Assim que nos sentamos, a Virgínia já foi nos apresentando ao seu convidado, um homem muito bem vestido com roupas sociais, terno e gravata, sentado na sala de seu escritório. Ele apresentava uma postura muito séria e imponente. Careca e com barba, confesso que não era nem de longe o homem mais bonito que já vi na minha vida, mas a Andressa parecia ter uma opinião diferente, pois não demorou muito para soltar um “Nossa!” bem baixinho ao meu lado. Seu nome era Mark, um advogado de uma cidade qualquer no sul de Minas Gerais. Feitas as apresentações, Virgínia iniciou:
- Andressa, Túlio, conforme já conversamos, este é o doutor Mark, um grande amigo da minha prima Denise. Eu teci breves comentários sobre o momento que vocês estão passando e pedi que ele nos contasse alguma coisa sobre as suas experiências no meio liberal, enfim, a parte boa, a ruim, os problemas que tiveram, tudo que ele julgue relevante e que possa trazer um norte para vocês.
Ele se mantinha calado, observando-nos atentamente enquanto Virgínia falava. Notei que ele fazia uma espécie de “Mudra” com os seus dedos enquanto isso, mas como não sou especialista, não consegui identificar qual. Quando a Virgínia lhe passou a palavra, uma voz marcante soou:
- Bem, a princípio, não sei se sou a melhor pessoa para falar sobre o meio liberal, mas se a doutora Virgínia acha que posso colaborar, tentarei o meu melhor. Ela me contou que vocês tem curiosidade e quase se deixaram levar por “amigos”... - Fez o gesto de aspas com os dedos e continuou: - Não façam isso. Teria sido um erro fatal.
Eu e a Andressa nos entreolhamos e ele entendeu ter acertado em cheio, continuando:
- Não estou culpando ninguém, mesmo porque quem sou eu para culpar alguém, não é? A vida é feita de erros e acertos, mas se vocês se deixarem levar pela vontade de outros, principalmente de outros que já estejam nesse meio, a chance de dar errado é imensa.
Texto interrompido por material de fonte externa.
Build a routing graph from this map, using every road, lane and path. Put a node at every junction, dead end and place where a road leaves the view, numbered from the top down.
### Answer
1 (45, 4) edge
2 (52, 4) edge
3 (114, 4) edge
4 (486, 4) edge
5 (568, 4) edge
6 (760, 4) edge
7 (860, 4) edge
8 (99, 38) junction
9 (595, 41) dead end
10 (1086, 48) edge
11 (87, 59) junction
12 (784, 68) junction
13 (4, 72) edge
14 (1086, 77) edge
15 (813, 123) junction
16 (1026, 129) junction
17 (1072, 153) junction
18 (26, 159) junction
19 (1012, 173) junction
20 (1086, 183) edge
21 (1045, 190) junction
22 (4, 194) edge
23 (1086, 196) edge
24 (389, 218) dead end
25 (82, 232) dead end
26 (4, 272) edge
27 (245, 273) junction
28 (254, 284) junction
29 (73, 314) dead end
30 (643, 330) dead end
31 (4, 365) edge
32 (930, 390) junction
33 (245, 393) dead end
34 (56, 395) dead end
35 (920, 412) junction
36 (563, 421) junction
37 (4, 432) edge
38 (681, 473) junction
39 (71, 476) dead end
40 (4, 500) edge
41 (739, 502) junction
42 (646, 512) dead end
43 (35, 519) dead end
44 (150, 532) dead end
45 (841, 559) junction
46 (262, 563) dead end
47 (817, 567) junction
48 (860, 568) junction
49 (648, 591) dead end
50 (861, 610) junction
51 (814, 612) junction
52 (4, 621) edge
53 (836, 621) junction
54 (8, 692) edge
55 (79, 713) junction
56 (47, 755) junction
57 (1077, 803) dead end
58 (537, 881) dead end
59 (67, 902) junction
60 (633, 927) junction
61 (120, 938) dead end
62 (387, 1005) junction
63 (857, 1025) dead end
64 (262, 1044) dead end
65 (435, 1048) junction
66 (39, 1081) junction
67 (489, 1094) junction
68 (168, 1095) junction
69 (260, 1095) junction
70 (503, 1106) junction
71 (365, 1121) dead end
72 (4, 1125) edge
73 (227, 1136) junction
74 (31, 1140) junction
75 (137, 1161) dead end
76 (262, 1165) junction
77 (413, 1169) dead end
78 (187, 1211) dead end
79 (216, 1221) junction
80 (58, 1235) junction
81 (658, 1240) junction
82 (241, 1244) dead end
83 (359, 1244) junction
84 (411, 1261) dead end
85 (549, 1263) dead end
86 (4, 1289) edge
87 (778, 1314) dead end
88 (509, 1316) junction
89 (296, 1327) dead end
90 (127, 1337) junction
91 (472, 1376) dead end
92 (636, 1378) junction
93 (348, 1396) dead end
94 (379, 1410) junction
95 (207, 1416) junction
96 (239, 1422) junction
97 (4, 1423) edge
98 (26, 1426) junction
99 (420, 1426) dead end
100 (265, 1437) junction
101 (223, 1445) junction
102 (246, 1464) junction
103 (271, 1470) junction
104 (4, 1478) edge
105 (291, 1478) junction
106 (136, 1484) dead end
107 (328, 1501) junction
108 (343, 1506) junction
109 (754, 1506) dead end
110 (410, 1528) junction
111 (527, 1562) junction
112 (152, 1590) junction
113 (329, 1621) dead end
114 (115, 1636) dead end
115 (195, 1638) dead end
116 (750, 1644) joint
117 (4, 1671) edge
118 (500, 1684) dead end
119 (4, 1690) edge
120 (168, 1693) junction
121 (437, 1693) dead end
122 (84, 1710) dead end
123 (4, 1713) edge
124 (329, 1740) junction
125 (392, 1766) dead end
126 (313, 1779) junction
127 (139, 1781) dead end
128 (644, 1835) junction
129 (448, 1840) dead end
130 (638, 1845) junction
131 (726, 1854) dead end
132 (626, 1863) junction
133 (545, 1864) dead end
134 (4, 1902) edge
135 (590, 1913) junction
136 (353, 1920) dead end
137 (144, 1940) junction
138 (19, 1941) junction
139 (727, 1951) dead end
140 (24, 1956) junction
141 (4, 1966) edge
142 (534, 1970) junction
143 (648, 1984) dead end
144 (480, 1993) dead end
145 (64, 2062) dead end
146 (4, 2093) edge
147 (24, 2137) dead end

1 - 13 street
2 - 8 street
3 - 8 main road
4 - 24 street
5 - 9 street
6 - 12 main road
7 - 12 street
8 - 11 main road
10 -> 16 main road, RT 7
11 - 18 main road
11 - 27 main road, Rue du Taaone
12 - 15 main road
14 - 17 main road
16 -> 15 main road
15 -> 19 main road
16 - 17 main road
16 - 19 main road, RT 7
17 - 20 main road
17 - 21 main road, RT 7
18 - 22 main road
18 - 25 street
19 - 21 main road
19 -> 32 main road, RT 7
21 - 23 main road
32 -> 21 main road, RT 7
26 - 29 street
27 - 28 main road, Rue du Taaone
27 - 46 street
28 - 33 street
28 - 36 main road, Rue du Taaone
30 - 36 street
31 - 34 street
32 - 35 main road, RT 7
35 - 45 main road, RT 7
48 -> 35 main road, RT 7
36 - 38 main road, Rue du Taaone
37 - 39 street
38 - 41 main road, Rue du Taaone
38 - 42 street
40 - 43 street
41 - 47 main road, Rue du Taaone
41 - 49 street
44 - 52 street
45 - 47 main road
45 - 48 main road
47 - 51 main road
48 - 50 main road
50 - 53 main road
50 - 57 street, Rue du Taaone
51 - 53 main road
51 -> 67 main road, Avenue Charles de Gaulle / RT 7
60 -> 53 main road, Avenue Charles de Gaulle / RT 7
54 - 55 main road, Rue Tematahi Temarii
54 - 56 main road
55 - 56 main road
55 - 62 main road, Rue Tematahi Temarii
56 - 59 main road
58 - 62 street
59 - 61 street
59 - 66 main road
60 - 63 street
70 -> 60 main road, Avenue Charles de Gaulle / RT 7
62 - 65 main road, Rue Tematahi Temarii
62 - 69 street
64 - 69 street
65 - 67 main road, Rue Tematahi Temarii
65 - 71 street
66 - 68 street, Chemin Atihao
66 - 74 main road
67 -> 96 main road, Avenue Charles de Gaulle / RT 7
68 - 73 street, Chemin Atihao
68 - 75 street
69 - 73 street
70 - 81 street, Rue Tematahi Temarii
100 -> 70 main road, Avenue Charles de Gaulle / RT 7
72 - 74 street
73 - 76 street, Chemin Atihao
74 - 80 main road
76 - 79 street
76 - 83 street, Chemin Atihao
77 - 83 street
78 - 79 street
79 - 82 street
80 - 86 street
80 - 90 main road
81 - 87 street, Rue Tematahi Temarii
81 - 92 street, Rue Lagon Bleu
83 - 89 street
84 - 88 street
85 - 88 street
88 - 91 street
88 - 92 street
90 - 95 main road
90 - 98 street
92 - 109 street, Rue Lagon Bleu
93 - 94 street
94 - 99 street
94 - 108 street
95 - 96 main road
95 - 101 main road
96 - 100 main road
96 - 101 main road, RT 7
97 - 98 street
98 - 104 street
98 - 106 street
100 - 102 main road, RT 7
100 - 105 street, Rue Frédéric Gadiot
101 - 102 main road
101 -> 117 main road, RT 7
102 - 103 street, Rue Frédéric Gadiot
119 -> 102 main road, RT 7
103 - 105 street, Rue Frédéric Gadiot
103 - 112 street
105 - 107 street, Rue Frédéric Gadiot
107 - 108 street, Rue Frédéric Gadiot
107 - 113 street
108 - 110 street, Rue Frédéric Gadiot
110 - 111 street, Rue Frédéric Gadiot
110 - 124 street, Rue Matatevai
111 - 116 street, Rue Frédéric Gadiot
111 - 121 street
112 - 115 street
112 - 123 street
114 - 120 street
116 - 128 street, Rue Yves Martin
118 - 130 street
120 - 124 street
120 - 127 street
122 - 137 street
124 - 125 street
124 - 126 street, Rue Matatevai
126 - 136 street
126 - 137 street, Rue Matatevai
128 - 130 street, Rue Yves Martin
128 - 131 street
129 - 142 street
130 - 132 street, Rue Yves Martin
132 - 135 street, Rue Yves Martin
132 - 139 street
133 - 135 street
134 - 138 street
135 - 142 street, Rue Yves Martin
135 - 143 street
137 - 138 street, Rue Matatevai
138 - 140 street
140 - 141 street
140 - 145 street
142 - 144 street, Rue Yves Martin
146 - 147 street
Amigos de verdade não imporiam nada para vocês. Poderiam orientá-los, explicar como funciona, prepará-los para isso, mas nunca… Prestem atenção! Nunca imporiam essa forma de viver para vocês como se fosse a única forma correta de se viver.
Observei que a Virgínia também ouvia a tudo atentamente e concordava com a argumentação dele, fazendo sutis movimentos de cabeça nesse sentido. Ele não parava:
- Por sorte, pelo que a doutora Virgínia me falou, vocês ainda não deram o passo seguinte. Isso… foi… ótimo! - Falou pausadamente, dando um imenso valor a cada palavra: - Se vocês conseguiram entender os riscos e acho que entenderam pois procuraram ajuda profissional, têm uma chance imensa de fazerem uma escolha correta. Isso também demonstra maturidade emocional, pois estão com medo de se ferir ou ao parceiro nesse processo. Isso é mérito de vocês, de mais ninguém. Parabéns.
Virgínia sorria, às vezes olhava para a gente ou acenava positivamente com a cabeça. Nesse momento, passou a fazer algumas considerações com o doutor Mark sobre como eles começaram e ele se mostrava solícito em esclarecer as nossas dúvidas, sempre de uma forma cordial, mas sem medo algum de também criticar, se fosse necessário. Isso me acendeu um alerta, o de que eu precisava me tornar parte mais ativa no meu relacionamento, dividir as rédeas da situação com a Andressa, para não me arrepender depois.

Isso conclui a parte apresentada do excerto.